§ Problem
Filter these entries down to lines holding "lane".

[Stored items]
- - - - -
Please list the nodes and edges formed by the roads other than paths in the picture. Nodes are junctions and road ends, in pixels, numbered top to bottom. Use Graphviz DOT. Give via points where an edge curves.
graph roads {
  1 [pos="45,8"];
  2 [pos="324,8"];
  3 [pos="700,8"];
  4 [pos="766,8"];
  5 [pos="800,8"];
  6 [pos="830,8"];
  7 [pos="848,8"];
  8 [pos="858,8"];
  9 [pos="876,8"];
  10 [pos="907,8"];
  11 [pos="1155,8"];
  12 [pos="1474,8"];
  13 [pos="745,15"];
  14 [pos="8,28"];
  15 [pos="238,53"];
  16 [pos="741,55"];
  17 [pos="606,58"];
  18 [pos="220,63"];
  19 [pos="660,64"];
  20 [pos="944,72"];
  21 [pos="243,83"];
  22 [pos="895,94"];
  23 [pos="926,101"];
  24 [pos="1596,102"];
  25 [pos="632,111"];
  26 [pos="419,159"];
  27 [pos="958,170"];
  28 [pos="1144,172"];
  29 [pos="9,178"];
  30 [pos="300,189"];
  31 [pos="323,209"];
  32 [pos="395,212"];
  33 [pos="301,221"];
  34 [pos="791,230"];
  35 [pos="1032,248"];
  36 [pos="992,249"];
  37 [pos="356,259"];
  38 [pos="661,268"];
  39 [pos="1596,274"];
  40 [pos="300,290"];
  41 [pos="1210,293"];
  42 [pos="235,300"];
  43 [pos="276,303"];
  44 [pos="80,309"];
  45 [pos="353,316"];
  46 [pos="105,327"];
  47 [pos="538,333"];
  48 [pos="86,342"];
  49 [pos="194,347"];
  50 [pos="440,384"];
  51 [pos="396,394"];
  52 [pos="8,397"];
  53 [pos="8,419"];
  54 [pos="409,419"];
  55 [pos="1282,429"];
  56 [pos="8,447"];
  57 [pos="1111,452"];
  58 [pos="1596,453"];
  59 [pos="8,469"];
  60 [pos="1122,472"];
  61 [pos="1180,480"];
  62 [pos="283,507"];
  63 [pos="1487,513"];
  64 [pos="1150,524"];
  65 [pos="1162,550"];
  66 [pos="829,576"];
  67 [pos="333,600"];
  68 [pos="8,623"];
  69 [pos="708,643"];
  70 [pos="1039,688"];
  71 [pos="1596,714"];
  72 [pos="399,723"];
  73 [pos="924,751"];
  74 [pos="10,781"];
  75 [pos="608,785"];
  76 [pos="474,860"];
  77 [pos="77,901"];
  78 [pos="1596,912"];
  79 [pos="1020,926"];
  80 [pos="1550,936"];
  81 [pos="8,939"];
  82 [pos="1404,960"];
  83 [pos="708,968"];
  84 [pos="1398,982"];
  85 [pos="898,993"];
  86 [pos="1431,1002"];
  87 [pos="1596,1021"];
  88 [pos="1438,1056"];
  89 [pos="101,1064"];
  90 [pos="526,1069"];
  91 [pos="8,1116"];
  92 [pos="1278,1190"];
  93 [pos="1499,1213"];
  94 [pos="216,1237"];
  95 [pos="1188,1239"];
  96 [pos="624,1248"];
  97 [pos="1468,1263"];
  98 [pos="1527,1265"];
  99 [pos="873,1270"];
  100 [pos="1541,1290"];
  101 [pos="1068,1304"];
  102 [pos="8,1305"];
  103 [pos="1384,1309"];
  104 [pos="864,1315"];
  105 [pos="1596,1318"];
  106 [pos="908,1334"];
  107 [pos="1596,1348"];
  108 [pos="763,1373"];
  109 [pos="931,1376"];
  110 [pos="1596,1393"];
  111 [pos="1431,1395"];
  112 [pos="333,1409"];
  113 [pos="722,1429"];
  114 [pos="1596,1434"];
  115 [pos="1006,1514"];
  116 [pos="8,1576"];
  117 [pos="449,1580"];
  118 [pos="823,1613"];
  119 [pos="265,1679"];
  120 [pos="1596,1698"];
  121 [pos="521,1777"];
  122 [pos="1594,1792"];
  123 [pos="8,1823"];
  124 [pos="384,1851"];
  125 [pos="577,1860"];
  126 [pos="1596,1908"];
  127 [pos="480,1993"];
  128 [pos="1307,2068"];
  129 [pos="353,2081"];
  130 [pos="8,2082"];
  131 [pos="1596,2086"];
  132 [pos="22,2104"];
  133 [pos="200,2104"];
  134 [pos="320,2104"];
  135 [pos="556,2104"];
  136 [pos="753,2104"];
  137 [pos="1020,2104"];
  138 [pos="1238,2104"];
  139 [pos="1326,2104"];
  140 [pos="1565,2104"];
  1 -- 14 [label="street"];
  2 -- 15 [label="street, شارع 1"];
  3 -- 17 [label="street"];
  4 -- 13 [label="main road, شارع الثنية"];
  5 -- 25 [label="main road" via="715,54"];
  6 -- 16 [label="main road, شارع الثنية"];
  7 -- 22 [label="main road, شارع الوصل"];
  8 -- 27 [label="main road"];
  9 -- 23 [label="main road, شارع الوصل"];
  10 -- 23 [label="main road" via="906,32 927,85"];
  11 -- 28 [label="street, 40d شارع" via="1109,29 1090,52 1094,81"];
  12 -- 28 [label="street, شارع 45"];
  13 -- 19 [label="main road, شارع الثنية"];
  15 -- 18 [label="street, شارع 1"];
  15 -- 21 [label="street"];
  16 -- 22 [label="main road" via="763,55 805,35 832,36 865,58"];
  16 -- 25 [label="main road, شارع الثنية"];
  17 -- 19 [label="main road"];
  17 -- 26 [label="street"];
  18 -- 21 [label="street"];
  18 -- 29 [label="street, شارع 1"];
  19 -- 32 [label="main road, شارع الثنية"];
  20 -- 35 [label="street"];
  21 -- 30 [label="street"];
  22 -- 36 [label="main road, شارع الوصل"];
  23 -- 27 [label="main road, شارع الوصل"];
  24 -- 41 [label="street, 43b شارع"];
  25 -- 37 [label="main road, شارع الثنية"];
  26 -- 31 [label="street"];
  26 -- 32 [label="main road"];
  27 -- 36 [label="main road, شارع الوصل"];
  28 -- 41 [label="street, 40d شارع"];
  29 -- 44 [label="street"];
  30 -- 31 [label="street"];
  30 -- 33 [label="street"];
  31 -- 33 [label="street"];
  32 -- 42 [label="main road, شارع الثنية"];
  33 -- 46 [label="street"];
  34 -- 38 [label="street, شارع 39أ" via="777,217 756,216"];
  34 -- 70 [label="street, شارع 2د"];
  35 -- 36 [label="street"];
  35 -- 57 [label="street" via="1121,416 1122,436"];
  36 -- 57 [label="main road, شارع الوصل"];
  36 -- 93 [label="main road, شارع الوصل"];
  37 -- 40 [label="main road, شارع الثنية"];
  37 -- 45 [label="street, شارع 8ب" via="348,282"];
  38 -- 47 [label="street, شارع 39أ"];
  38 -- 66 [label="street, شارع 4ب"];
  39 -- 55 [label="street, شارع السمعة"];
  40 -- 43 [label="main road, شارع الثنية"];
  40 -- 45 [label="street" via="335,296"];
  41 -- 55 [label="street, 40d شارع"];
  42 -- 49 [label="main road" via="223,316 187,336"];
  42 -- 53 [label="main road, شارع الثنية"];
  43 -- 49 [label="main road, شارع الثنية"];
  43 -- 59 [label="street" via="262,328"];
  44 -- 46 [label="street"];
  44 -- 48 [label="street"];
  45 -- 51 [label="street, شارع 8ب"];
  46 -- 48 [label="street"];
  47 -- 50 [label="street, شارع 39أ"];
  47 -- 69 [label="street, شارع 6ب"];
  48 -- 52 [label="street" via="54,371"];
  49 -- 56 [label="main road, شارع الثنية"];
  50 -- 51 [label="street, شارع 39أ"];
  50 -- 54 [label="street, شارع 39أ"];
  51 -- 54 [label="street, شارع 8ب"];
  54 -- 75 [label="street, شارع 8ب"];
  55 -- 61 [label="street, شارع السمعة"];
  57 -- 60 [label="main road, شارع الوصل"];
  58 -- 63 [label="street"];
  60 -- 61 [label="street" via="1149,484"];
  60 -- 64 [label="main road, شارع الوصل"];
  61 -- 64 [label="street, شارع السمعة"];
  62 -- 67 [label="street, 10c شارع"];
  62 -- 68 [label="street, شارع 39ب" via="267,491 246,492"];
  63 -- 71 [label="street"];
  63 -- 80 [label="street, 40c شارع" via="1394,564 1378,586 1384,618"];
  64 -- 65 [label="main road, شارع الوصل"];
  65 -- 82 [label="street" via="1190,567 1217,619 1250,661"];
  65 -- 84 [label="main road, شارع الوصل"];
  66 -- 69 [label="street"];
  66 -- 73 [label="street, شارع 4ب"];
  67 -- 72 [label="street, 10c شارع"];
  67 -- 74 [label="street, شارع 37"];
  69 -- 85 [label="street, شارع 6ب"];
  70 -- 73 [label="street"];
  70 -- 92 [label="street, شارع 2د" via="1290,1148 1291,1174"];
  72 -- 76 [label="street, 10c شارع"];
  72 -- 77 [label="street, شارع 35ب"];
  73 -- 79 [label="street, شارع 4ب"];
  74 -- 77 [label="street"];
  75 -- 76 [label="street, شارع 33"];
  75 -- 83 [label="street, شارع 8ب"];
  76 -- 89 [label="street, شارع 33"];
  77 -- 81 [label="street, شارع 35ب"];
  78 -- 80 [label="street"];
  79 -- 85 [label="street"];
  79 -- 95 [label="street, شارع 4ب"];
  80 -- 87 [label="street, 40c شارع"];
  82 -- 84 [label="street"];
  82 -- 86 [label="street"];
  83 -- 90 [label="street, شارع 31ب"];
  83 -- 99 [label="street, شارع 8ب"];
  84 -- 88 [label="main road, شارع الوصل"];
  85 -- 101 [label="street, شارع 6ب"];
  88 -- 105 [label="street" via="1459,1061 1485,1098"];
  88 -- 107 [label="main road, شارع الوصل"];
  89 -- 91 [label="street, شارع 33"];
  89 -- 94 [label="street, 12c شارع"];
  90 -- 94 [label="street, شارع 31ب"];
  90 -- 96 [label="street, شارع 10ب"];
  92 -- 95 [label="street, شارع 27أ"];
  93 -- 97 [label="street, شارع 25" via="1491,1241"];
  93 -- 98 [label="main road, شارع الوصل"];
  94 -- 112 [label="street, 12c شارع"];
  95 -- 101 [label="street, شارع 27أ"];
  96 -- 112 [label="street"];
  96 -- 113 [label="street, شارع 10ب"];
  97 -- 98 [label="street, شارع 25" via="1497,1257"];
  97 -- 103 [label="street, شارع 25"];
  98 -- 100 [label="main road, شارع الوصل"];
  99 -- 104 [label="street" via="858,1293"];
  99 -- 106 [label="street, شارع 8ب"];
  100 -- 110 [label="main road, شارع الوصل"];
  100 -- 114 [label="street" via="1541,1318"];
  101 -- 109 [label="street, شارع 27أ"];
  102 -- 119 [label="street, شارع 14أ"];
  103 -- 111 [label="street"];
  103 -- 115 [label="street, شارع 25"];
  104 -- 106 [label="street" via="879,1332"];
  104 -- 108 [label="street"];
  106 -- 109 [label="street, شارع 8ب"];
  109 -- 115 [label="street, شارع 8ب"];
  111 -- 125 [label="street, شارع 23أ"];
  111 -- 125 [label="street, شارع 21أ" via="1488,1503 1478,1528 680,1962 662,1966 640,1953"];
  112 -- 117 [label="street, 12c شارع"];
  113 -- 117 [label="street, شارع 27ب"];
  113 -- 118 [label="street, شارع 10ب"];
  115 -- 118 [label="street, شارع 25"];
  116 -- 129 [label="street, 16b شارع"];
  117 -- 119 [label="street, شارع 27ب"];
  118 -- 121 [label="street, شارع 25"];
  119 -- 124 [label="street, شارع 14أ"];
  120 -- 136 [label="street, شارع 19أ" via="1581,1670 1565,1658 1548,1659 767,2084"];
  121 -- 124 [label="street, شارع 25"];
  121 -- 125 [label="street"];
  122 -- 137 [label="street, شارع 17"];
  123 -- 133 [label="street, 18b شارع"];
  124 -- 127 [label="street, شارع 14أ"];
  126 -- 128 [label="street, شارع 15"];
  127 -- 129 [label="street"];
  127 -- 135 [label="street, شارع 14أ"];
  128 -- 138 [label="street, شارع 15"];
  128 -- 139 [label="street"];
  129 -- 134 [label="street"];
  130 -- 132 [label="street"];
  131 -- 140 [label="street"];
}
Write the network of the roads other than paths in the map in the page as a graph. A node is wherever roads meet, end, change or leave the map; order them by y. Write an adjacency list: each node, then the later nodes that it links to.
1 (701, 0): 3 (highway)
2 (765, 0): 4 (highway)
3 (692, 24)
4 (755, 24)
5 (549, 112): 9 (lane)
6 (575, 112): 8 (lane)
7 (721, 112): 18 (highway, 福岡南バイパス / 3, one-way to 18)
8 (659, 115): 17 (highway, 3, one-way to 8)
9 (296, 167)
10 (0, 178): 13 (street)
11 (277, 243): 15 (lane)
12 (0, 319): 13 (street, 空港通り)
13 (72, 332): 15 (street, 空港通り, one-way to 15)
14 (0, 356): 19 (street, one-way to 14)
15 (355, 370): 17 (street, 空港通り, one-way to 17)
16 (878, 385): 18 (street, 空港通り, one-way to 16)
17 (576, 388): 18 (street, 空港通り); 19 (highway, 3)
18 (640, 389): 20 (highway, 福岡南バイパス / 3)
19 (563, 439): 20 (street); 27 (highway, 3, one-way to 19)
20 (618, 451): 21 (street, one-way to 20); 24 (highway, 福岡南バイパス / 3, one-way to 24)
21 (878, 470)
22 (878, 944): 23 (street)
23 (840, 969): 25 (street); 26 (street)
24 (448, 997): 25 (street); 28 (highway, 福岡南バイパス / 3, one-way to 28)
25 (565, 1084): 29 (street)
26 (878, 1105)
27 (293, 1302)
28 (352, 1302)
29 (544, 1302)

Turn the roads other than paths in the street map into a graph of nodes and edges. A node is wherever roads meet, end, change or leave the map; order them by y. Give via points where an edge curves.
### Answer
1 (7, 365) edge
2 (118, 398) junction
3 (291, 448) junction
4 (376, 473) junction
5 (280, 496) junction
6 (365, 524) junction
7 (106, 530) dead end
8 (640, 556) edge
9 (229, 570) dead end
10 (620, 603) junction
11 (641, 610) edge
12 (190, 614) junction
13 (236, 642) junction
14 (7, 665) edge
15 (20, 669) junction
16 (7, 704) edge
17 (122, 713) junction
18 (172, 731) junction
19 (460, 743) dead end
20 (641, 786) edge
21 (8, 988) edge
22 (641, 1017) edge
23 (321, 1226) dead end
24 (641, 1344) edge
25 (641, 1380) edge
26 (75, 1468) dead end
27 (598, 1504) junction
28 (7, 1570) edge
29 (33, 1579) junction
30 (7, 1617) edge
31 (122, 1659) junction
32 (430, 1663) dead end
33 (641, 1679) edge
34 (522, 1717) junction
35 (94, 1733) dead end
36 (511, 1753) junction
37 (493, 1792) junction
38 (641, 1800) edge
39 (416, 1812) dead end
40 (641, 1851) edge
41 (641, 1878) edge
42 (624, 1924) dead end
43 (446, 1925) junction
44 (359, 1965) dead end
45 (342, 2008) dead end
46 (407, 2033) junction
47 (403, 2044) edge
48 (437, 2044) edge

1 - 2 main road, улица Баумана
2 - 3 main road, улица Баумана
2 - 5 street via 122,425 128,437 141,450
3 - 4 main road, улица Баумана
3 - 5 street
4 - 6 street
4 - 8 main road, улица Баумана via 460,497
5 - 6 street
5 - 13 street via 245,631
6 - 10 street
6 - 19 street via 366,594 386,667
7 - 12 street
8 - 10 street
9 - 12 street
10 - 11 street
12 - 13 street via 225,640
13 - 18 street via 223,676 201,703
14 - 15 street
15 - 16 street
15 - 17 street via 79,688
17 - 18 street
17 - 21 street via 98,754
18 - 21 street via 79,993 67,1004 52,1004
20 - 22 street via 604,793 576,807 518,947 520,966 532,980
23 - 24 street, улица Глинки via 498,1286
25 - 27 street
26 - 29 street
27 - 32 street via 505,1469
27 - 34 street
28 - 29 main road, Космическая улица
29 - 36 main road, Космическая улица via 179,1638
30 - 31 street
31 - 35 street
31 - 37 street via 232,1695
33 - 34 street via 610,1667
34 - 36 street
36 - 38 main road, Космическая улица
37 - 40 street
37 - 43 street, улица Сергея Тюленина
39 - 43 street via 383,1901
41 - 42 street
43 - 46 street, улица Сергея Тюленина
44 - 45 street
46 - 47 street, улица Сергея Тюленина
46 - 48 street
- - - - -
§ Reply
5 (549, 112): 9 (lane)
6 (575, 112): 8 (lane)
11 (277, 243): 15 (lane)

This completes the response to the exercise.